Мое сопротивление, видимо, добило его. С глухим, полным презрения рыком он с силой отшвырнул меня от себя.

Я отлетела, с оглушительным грохотом рухнула прямо на новогоднюю елку. Хруст ломающихся веток, звон бьющихся шаров, треск гирлянд, шипение опрокинутых свечей — все это слилось в оглушительную какофонию, символизирующую конец всего.

Острая боль пронзила бок, я почувствовала, как елочные иглы впиваются в кожу через тонкую ткань платья, а осколки игрушек врезаются в тело. Я лежала в груде обломков, мишуры и осколков, вся в царапинах, присыпанная хвоей, и не могла дышать от рыданий и унижения. Это был не просто физический крах. Это было разрушение всего, во что я позволяла себе верить.

Сириус стоял над этим хаосом, его фигура казалась гигантской и абсолютно бесчеловечной на фоне мерцающих огней гирлянд. Он смотрел на меня сверху вниз, и в его глазах не было ничего, кроме ледяного, убийственного презрения. Ни капли сомнения, ни искорки прежней... чего бы то ни было.

— У тебя десять минут, — его голос был тихим, ровным и оттого в тысячу раз более страшным, чем любой крик. Каждое слово вонзалось, как нож. — Съёбывай отсюда. Пока я не убил тебя.

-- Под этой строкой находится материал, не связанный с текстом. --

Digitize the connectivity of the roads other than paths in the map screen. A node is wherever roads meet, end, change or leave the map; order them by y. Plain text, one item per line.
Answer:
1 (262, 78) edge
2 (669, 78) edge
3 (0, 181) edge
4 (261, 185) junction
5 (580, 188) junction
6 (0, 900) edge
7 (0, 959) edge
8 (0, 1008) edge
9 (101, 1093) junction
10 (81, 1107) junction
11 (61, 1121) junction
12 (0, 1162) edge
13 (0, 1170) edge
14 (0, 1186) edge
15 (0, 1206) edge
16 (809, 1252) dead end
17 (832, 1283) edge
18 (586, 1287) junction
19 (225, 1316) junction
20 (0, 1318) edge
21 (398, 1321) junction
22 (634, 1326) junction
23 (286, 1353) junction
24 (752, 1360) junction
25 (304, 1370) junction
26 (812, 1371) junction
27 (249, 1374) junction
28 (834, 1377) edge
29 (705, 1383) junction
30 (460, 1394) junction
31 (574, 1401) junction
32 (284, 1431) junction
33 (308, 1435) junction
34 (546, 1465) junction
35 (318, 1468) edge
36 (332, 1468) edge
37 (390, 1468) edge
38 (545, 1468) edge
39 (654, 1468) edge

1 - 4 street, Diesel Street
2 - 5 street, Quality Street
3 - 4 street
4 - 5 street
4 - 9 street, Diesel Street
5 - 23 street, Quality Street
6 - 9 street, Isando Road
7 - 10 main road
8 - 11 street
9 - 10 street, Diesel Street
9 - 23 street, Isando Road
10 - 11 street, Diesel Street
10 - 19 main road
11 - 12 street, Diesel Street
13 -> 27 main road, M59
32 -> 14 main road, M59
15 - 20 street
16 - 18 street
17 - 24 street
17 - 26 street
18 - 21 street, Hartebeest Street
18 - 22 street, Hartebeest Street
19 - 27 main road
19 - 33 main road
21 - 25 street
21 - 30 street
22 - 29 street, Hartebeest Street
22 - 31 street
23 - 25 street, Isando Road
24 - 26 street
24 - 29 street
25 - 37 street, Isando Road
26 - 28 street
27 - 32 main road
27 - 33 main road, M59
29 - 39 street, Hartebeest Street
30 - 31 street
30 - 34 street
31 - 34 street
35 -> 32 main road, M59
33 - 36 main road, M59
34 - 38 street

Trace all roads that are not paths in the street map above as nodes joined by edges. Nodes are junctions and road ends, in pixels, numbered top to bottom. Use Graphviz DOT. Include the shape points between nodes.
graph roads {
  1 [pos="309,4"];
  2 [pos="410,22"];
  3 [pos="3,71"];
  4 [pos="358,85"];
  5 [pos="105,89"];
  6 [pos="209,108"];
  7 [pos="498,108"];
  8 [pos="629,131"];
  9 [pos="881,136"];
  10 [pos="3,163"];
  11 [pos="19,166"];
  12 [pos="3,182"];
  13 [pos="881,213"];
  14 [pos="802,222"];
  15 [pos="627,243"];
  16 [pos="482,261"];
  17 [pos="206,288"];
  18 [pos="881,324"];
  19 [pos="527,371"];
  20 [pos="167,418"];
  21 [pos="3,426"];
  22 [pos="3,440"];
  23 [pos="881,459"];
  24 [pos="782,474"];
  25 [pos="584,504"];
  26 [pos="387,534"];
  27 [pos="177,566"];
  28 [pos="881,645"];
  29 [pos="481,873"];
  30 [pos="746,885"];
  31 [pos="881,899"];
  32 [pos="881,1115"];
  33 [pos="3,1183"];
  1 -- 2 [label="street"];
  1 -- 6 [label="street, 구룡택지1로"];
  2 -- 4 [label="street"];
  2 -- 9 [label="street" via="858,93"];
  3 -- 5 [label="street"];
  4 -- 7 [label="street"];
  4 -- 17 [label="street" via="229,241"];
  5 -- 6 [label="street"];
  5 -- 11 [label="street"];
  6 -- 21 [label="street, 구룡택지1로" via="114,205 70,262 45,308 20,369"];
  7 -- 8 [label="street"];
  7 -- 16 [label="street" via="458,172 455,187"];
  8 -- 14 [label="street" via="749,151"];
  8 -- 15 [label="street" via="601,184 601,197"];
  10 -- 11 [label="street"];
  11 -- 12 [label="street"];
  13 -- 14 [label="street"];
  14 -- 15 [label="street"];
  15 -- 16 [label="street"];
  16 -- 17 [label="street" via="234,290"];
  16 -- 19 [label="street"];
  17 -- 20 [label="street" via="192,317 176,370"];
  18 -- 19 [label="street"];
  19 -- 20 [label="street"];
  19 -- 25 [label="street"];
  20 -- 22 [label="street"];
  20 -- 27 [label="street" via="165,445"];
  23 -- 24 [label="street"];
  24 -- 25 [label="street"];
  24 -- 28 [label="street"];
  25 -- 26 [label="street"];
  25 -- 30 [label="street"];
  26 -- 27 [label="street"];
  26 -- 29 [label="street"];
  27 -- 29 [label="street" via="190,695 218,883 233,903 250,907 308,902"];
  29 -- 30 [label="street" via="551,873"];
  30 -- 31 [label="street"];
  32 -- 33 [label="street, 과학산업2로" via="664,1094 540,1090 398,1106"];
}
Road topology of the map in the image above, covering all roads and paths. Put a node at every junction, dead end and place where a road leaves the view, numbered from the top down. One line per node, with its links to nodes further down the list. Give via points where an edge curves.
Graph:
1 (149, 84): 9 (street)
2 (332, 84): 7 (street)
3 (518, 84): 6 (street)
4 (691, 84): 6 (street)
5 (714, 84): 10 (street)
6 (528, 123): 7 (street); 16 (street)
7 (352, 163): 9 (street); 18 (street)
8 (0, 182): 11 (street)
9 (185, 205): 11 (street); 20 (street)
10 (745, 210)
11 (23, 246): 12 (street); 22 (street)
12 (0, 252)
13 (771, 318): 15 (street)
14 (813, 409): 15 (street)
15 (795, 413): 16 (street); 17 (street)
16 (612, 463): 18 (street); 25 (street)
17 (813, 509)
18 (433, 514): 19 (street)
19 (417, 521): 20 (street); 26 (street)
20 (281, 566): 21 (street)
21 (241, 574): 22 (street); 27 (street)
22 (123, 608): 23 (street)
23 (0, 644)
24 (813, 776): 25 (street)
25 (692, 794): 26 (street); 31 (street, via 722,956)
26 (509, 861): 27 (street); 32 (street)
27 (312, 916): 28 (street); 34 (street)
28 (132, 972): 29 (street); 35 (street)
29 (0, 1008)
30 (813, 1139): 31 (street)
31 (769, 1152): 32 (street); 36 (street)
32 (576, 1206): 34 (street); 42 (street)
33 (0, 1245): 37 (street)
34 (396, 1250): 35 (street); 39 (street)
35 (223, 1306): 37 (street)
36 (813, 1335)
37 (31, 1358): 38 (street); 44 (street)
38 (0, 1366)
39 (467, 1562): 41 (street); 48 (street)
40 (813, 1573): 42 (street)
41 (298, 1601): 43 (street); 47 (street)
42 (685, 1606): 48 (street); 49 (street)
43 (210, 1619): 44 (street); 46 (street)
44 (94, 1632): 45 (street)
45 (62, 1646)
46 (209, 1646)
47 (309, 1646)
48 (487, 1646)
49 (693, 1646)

Он развернулся и ушел на балкон, хлопнув дверью с таким финальным звуком, что я вздрогнула всем телом. Я осталась лежать среди осколков нашего праздника, нашего «семейного» ритуала, нашего хрупкого счастья, которое разбилось вдребезги так же легко, как эти стеклянные игрушки. Боль была не только физической. Она была внутри, разрывая душу на части, оставляя после себя лишь выжженную, кровавую пустоту.

Он не поверил. Он выгнал. Вышвырнул, как отработанный материал. И самое ужасное, самое невыносимое — я не понимала, в чем меня обвиняют. Чей еще запах он учуял? Чье прикосновение?

Но сейчас это не имело значения. Имело значение только то, что тот единственный человек, который стал для меня всем, моим светом и моей тьмой, моим спасением и моей погибелью, только что выбросил меня, как использованную, грязную вещь. И от этой мысли, от этой окончательной, бесповоротной потери, внутри все оборвалось, оставив после себя лишь ледяную, оглушающую пустоту и осколки разбитого сердца, которые впивались в душу острее, чем еловые иголки и стекло в кожу. Я лежала и не могла пошевелиться, парализованная горем, таким всепоглощающим, что, казалось, оно вот-вот сотрет меня с лица земли.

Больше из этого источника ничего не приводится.